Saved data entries
Start of Block

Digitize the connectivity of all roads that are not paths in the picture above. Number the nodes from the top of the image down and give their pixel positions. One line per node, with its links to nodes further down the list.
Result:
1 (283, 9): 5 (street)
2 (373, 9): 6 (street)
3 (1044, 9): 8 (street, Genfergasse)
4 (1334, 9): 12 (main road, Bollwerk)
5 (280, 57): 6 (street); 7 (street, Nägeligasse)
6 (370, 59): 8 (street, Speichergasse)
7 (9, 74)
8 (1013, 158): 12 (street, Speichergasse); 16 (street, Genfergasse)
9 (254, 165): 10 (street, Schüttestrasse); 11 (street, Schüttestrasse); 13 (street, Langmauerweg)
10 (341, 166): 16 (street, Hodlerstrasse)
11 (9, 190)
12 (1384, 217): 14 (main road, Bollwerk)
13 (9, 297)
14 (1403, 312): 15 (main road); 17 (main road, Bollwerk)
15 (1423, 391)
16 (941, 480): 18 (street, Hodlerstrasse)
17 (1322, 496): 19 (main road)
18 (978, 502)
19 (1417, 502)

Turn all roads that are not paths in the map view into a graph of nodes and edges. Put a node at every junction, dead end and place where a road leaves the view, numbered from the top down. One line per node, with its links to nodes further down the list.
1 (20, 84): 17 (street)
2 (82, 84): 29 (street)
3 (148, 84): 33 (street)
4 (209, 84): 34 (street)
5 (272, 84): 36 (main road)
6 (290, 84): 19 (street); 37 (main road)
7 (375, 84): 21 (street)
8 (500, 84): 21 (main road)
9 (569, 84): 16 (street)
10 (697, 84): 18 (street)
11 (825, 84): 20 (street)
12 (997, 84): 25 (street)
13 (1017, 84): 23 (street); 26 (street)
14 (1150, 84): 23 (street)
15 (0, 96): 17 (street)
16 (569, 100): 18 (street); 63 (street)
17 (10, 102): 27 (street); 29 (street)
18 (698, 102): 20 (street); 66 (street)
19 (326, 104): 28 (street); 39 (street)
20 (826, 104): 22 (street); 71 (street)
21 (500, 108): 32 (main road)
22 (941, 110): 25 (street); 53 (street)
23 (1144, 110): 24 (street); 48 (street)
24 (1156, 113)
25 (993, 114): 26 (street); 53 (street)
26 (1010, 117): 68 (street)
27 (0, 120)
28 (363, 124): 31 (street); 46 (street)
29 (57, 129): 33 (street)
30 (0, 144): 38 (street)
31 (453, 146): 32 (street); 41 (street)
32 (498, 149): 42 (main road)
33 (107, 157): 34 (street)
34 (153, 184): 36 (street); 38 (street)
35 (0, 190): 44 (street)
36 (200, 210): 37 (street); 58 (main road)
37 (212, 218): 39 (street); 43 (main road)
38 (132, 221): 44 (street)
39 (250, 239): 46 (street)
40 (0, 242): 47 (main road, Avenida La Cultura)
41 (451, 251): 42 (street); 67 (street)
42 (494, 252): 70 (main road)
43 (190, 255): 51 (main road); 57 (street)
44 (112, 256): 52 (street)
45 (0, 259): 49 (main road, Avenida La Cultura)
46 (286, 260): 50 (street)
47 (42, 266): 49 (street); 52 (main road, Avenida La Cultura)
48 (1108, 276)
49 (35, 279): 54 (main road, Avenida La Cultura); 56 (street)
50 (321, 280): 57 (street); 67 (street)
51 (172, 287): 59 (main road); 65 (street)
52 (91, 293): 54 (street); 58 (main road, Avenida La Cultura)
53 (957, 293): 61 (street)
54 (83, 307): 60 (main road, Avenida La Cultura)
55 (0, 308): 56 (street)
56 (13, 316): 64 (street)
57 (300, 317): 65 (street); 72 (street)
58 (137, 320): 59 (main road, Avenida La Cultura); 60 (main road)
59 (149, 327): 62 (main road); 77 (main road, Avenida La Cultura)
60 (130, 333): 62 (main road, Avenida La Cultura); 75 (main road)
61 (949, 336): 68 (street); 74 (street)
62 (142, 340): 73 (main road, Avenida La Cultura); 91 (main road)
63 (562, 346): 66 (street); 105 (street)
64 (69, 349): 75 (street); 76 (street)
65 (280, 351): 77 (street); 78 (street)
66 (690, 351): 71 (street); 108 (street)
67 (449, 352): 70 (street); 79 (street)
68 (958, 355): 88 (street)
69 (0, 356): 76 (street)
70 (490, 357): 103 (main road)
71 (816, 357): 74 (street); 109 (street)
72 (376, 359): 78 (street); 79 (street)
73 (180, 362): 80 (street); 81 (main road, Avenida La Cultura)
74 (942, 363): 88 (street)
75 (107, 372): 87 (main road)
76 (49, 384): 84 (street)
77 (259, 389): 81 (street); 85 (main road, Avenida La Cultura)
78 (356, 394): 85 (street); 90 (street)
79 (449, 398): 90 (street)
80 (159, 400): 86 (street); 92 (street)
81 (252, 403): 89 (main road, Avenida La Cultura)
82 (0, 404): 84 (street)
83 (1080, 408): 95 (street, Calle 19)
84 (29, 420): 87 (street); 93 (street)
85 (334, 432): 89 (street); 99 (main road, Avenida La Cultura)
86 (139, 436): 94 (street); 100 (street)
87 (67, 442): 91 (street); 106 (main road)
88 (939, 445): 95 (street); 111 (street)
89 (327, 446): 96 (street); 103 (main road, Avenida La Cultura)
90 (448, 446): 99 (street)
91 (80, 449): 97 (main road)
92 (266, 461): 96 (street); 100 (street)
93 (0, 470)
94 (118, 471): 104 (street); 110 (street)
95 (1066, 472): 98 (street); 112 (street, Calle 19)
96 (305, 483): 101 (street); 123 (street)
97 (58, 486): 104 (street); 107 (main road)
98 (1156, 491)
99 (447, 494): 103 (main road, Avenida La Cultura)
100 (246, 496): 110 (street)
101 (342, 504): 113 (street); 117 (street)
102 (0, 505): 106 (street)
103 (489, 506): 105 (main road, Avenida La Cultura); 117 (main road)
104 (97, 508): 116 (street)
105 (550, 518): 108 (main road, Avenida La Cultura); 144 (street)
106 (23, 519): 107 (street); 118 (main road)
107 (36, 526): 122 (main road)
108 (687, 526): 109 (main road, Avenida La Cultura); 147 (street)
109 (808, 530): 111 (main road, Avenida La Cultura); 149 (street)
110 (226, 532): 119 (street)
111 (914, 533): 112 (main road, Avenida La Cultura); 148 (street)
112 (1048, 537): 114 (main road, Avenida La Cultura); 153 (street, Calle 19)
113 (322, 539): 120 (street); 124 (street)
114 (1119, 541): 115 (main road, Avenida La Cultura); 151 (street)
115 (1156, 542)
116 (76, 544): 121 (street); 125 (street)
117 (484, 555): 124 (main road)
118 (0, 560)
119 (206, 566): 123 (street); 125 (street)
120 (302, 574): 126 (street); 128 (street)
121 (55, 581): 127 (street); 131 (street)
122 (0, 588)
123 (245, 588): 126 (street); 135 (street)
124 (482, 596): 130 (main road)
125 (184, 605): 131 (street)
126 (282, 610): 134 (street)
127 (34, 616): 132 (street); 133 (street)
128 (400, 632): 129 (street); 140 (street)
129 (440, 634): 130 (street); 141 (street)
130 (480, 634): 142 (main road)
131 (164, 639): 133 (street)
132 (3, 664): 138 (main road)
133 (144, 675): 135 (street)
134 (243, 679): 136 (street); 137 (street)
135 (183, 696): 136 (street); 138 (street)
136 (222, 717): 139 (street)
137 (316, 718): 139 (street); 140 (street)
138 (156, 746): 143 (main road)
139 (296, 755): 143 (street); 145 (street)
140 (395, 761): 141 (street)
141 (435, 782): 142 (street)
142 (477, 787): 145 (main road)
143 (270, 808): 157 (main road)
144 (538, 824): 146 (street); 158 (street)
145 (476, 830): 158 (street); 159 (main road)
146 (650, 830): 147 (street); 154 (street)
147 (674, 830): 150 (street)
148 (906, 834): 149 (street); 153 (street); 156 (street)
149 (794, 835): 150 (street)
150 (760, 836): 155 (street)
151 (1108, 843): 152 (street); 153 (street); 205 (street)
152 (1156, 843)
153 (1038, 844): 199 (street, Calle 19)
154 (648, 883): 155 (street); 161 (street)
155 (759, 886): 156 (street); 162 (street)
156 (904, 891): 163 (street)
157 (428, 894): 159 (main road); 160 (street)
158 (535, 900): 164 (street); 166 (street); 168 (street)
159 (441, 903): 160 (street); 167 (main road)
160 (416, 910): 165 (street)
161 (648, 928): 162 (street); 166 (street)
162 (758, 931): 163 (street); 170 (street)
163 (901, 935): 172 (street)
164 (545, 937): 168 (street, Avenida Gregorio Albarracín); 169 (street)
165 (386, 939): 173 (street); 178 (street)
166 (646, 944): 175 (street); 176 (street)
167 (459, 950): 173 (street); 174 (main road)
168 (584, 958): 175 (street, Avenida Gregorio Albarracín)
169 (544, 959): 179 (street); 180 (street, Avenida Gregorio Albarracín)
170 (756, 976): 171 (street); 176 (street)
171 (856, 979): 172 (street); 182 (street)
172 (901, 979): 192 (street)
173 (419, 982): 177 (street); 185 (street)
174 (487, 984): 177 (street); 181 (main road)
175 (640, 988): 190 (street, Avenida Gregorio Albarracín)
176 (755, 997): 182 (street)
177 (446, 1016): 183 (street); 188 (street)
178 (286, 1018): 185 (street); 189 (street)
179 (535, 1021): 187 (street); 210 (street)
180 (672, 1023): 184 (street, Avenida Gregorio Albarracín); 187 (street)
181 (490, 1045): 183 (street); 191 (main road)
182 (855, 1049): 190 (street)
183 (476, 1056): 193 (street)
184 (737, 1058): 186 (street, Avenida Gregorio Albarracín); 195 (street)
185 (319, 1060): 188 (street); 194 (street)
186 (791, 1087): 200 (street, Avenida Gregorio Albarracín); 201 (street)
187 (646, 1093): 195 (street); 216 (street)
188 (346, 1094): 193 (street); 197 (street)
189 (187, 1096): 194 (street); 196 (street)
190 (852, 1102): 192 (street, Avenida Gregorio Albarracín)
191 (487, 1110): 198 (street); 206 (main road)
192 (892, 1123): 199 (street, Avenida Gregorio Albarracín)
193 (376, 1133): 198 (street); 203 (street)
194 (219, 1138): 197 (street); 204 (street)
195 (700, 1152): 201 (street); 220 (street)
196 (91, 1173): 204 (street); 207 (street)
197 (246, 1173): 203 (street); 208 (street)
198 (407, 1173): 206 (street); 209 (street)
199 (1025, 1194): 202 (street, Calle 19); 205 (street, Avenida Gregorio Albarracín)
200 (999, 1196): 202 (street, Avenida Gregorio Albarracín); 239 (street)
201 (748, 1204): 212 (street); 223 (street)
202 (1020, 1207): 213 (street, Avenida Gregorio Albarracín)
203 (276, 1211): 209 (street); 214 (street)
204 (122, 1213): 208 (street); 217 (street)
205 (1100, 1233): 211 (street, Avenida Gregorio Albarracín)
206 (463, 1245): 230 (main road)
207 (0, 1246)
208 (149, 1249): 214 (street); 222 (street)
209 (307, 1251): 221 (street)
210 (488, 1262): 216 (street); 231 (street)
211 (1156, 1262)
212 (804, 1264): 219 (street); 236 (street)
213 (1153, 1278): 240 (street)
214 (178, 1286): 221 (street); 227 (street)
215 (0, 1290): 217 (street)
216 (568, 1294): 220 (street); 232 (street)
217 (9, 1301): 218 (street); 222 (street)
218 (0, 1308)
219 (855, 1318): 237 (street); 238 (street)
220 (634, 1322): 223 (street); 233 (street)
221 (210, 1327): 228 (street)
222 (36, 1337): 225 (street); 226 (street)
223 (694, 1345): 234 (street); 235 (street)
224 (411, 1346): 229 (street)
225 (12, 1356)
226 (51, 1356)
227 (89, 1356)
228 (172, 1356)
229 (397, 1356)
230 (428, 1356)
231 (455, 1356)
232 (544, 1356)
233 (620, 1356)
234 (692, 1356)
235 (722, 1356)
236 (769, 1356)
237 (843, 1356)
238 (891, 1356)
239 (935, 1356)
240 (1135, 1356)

End of Block

- **YOUR TASK**:
Would you please return all lines of the data that include the word "Calle"?

- **YOUR RESPONSE**:
83 (1080, 408): 95 (street, Calle 19)
95 (1066, 472): 98 (street); 112 (street, Calle 19)
112 (1048, 537): 114 (main road, Avenida La Cultura); 153 (street, Calle 19)
153 (1038, 844): 199 (street, Calle 19)
199 (1025, 1194): 202 (street, Calle 19); 205 (street, Avenida Gregorio Albarracín)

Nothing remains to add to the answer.